** Opening GIVEN DATA block **
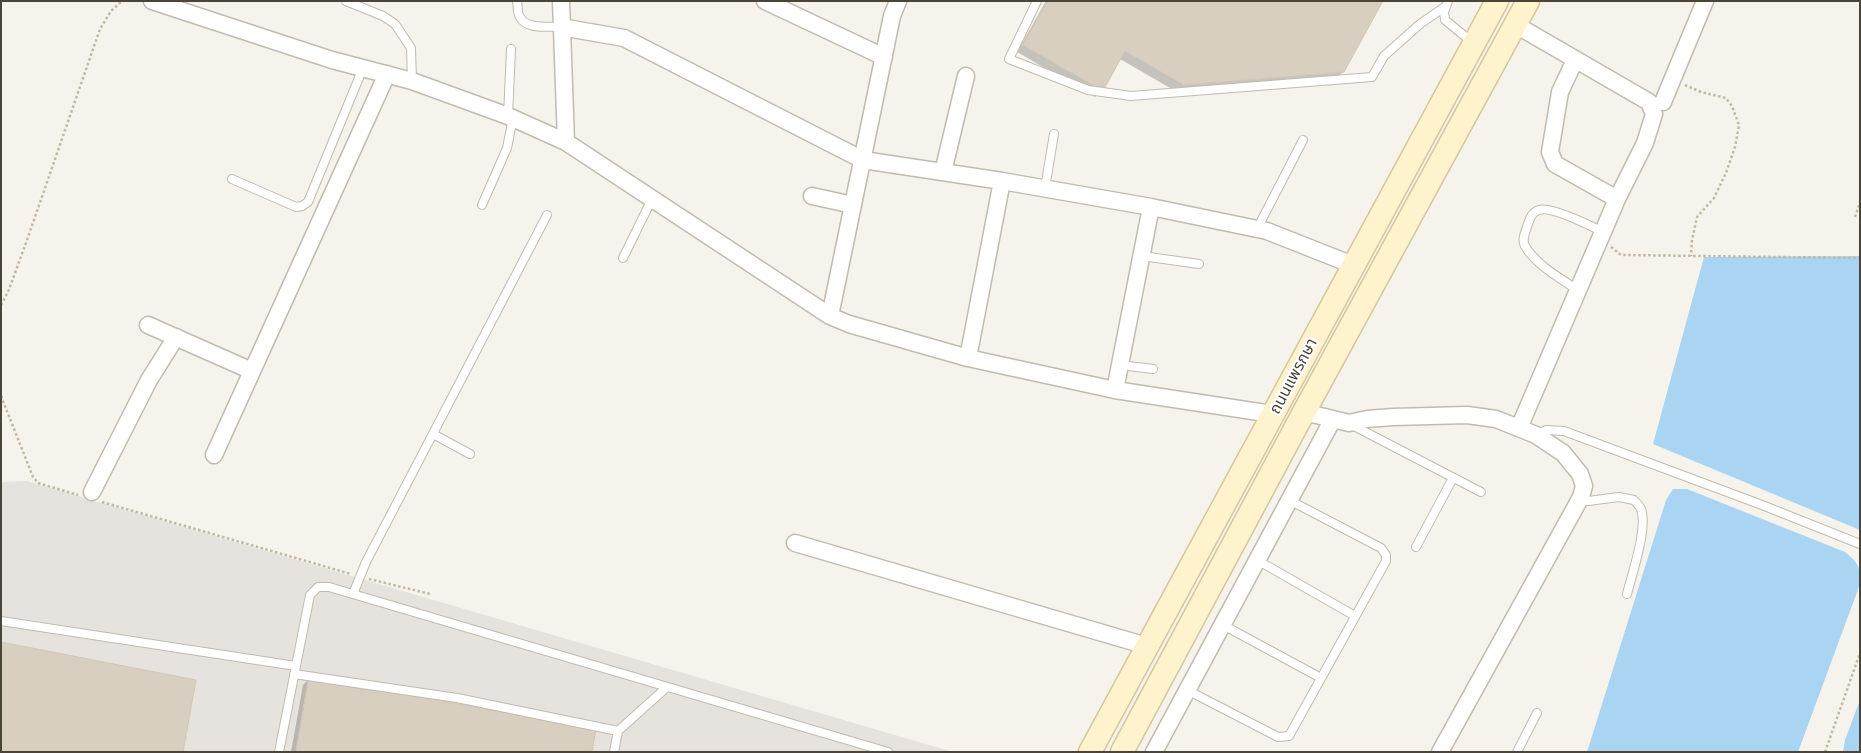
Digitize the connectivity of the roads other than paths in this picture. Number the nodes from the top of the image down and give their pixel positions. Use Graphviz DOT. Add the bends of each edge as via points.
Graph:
graph roads {
  1 [pos="152,1"];
  2 [pos="346,1"];
  3 [pos="517,1"];
  4 [pos="561,1"];
  5 [pos="764,1"];
  6 [pos="898,1"];
  7 [pos="1037,1"];
  8 [pos="1497,1"];
  9 [pos="1528,1"];
  10 [pos="1705,1"];
  11 [pos="1447,4"];
  12 [pos="1516,25"];
  13 [pos="561,27"];
  14 [pos="1474,43"];
  15 [pos="511,49"];
  16 [pos="1498,56"];
  17 [pos="884,57"];
  18 [pos="1574,60"];
  19 [pos="363,68"];
  20 [pos="387,74"];
  21 [pos="966,76"];
  22 [pos="412,81"];
  23 [pos="1663,102"];
  24 [pos="510,117"];
  25 [pos="1054,134"];
  26 [pos="1303,140"];
  27 [pos="566,142"];
  28 [pos="862,160"];
  29 [pos="943,172"];
  30 [pos="232,179"];
  31 [pos="1002,181"];
  32 [pos="1045,188"];
  33 [pos="812,196"];
  34 [pos="652,199"];
  35 [pos="1618,199"];
  36 [pos="482,204"];
  37 [pos="853,204"];
  38 [pos="1151,207"];
  39 [pos="547,215"];
  40 [pos="1257,228"];
  41 [pos="1602,235"];
  42 [pos="1142,256"];
  43 [pos="622,258"];
  44 [pos="1199,264"];
  45 [pos="1353,265"];
  46 [pos="1578,290"];
  47 [pos="830,316"];
  48 [pos="148,325"];
  49 [pos="176,337"];
  50 [pos="968,358"];
  51 [pos="1120,365"];
  52 [pos="1153,369"];
  53 [pos="252,371"];
  54 [pos="1115,390"];
  55 [pos="1304,412"];
  56 [pos="1272,414"];
  57 [pos="1341,421"];
  58 [pos="1519,428"];
  59 [pos="433,434"];
  60 [pos="1536,435"];
  61 [pos="470,454"];
  62 [pos="214,455"];
  63 [pos="1453,478"];
  64 [pos="1481,492"];
  65 [pos="91,496"];
  66 [pos="1581,497"];
  67 [pos="1289,500"];
  68 [pos="795,543"];
  69 [pos="1860,544"];
  70 [pos="1416,547"];
  71 [pos="1257,560"];
  72 [pos="353,594"];
  73 [pos="1627,594"];
  74 [pos="1355,616"];
  75 [pos="1,621"];
  76 [pos="1222,625"];
  77 [pos="1147,646"];
  78 [pos="295,670"];
  79 [pos="1321,678"];
  80 [pos="668,687"];
  81 [pos="1187,690"];
  82 [pos="1537,713"];
  83 [pos="618,731"];
  84 [pos="279,752"];
  85 [pos="614,752"];
  86 [pos="888,752"];
  87 [pos="1090,752"];
  88 [pos="1122,752"];
  89 [pos="1154,752"];
  90 [pos="1440,752"];
  91 [pos="1517,752"];
  1 -- 19 [label="street"];
  2 -- 22 [label="lane" via="395,24 411,48"];
  3 -- 13 [label="lane" via="521,20 532,26"];
  4 -- 13 [label="street"];
  5 -- 17 [label="street"];
  6 -- 17 [label="street"];
  7 -- 11 [label="lane" via="1009,59 1088,90 1131,96 1372,78 1384,56"];
  8 -- 14 [label="main road, ถนนแพรกษา"];
  9 -- 12 [label="main road, ถนนแพรกษา"];
  10 -- 23 [label="street"];
  11 -- 14 [label="lane" via="1445,20"];
  12 -- 16 [label="main road, ถนนแพรกษา"];
  12 -- 18 [label="street"];
  13 -- 27 [label="street"];
  13 -- 28 [label="street" via="624,38"];
  14 -- 16 [label="main road"];
  14 -- 45 [label="main road, ถนนแพรกษา"];
  15 -- 24 [label="lane"];
  16 -- 55 [label="main road, ถนนแพรกษา"];
  17 -- 28 [label="street"];
  18 -- 35 [label="street" via="1560,92 1550,152 1555,164"];
  18 -- 35 [label="street" via="1649,102 1654,114 1645,143"];
  19 -- 20 [label="street"];
  19 -- 30 [label="lane" via="308,202 296,207"];
  20 -- 22 [label="street"];
  20 -- 53 [label="street"];
  21 -- 29 [label="street"];
  22 -- 24 [label="street"];
  24 -- 27 [label="street"];
  24 -- 36 [label="lane" via="507,148"];
  25 -- 32 [label="lane"];
  26 -- 40 [label="lane"];
  27 -- 34 [label="street"];
  28 -- 29 [label="street"];
  28 -- 37 [label="street"];
  29 -- 31 [label="street"];
  31 -- 32 [label="street"];
  31 -- 50 [label="street"];
  32 -- 38 [label="street"];
  33 -- 37 [label="street"];
  34 -- 43 [label="lane"];
  34 -- 47 [label="street"];
  35 -- 41 [label="street"];
  37 -- 47 [label="street"];
  38 -- 40 [label="street"];
  38 -- 42 [label="street"];
  39 -- 59 [label="lane"];
  40 -- 45 [label="street"];
  41 -- 46 [label="street"];
  41 -- 46 [label="lane" via="1580,221 1550,211 1542,209 1531,216 1524,237 1526,248 1544,266"];
  42 -- 44 [label="lane"];
  42 -- 51 [label="street"];
  45 -- 56 [label="main road, ถนนแพรกษา"];
  46 -- 58 [label="street"];
  47 -- 50 [label="street"];
  48 -- 49 [label="street"];
  49 -- 53 [label="street"];
  49 -- 65 [label="street" via="149,380"];
  50 -- 54 [label="street"];
  51 -- 52 [label="lane"];
  51 -- 54 [label="street"];
  53 -- 62 [label="street"];
  54 -- 56 [label="street"];
  55 -- 57 [label="street"];
  55 -- 88 [label="main road, ถนนแพรกษา"];
  56 -- 77 [label="main road, ถนนแพรกษา"];
  57 -- 58 [label="street" via="1467,415 1496,419"];
  57 -- 63 [label="lane"];
  57 -- 67 [label="street"];
  58 -- 60 [label="street"];
  59 -- 61 [label="lane"];
  59 -- 72 [label="lane"];
  60 -- 66 [label="street" via="1563,453 1580,474 1584,486"];
  60 -- 69 [label="lane" via="1546,430 1564,431"];
  63 -- 64 [label="lane"];
  63 -- 70 [label="lane"];
  66 -- 73 [label="lane" via="1588,501 1619,497 1634,500 1641,509 1642,525"];
  66 -- 90 [label="street"];
  67 -- 71 [label="street"];
  67 -- 74 [label="lane" via="1381,548 1386,555 1386,561"];
  68 -- 77 [label="street"];
  71 -- 74 [label="lane"];
  71 -- 76 [label="street"];
  72 -- 78 [label="lane" via="318,587 310,595"];
  72 -- 80 [label="lane"];
  74 -- 79 [label="lane"];
  75 -- 78 [label="lane"];
  76 -- 79 [label="lane"];
  76 -- 81 [label="street"];
  77 -- 87 [label="main road, ถนนแพรกษา"];
  78 -- 83 [label="lane" via="457,698"];
  78 -- 84 [label="lane"];
  79 -- 81 [label="lane" via="1289,736 1285,737 1278,737"];
  80 -- 83 [label="lane"];
  80 -- 86 [label="lane"];
  81 -- 89 [label="street"];
  82 -- 91 [label="lane"];
  83 -- 85 [label="lane"];
}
** Closing GIVEN DATA block **
Where does the word "roads" occur in the records? Return every line that holds it.

ANSWER TO THIS EXERCISE:
Digitize the connectivity of the roads other than paths in this picture. Number the nodes from the top of the image down and give their pixel positions. Use Graphviz DOT. Add the bends of each edge as via points.
graph roads {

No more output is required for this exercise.